The most recent Property Industry Confidence Survey (a survey conducted by the Property Council of Australia and ANZ each quarter) recorded local industry sentiment at 96 on the index, with a score of 100 considered neutral. It was the lowest score of any state or territory in the country, except for Tasmania, placing it alongside Tassie as one of the least positive property markets in Australia.
“The combination of an uncertain political outlook and a continued unwinding of the 2011 dwelling construction boom is likely to have weighed on ACT property industry confidence,” says Paul Braddick, ANZ head of property research, adding that ACT economic growth is expected to be “lower in the next 12 months”.
Suburb to Watch
Northwest of Canberra’s CBD lies the family-friendly suburb of Cook, where buyers can secure high-quality homes without paying high-end prices.
Realtor and auctioneer John Whiting of Blandfordia Real Estate recently sold a three-bedroom home on an 830m2 block of land for $521,000, which he says was a steal compared to similar properties in neighbouring suburbs.
“You’re getting real value for money, because if you took that house and put it in almost any of the surrounding suburbs, the price would start with a six instead of a five,” he says.
Whiting describes Cook as an “ultra convenient”, leafy suburb, with great facilities and close proximity to shopping centres and the city.

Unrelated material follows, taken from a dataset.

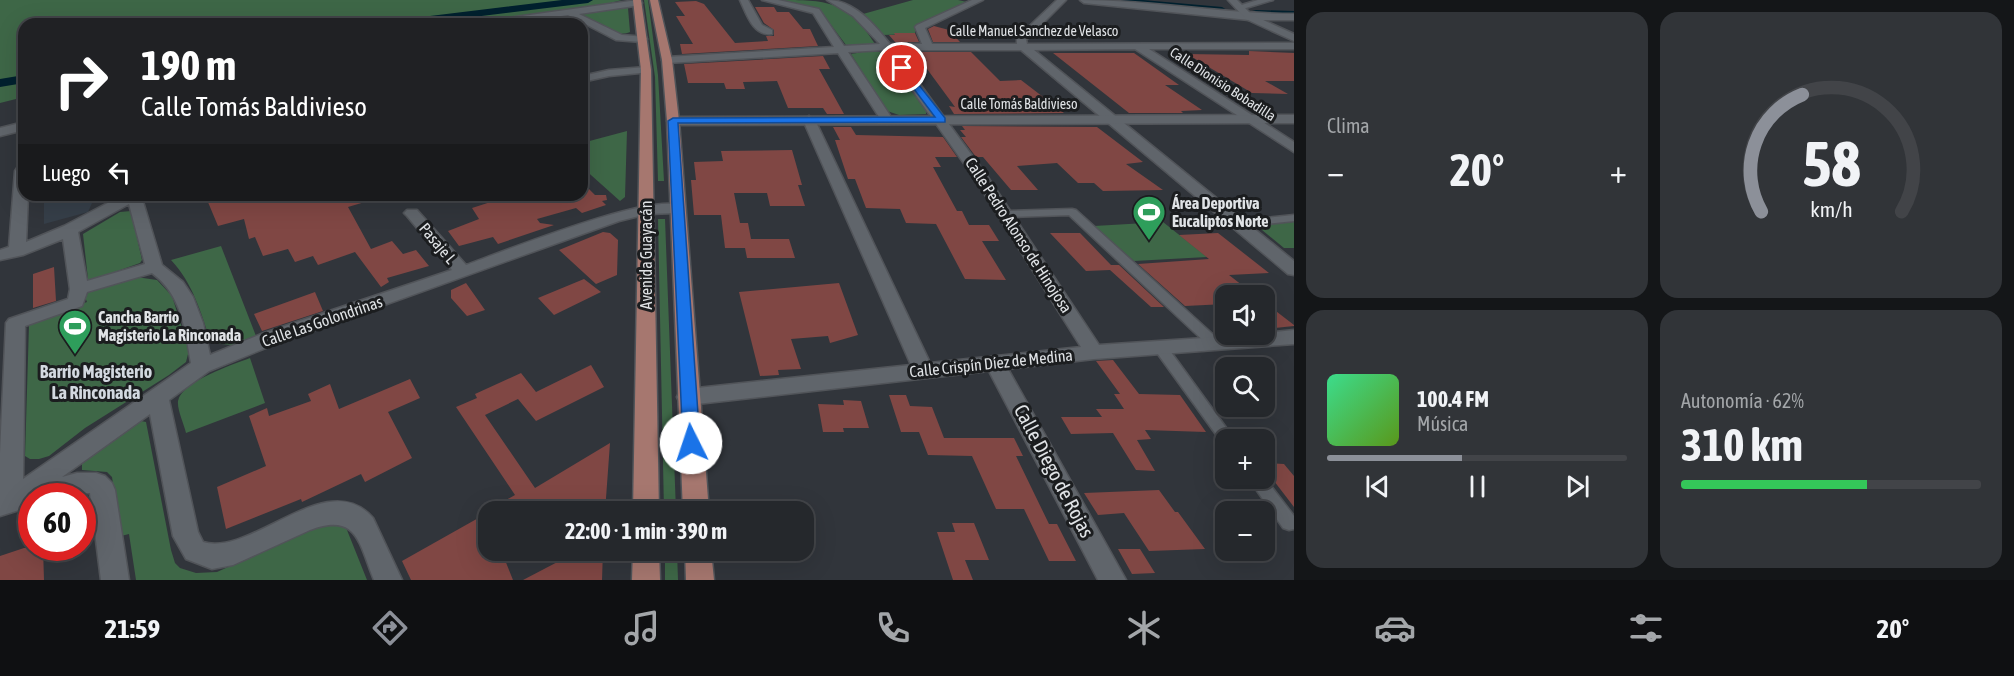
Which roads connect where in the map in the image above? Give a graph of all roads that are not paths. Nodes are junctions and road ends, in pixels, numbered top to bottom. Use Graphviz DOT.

“It represents a real pocket of value, with the same attributes as many of its more expensive counterparts,” he explains.
“It features leafy, big blocks, and the general feeling is that it’s been largely overlooked by buyers. Typically, houses make up most of the market. Generally, they’re original threebedroom houses without en suites, but the area is starting to see knockdowns and rebuilds of larger homes, because the blocks are often 800 squares plus.”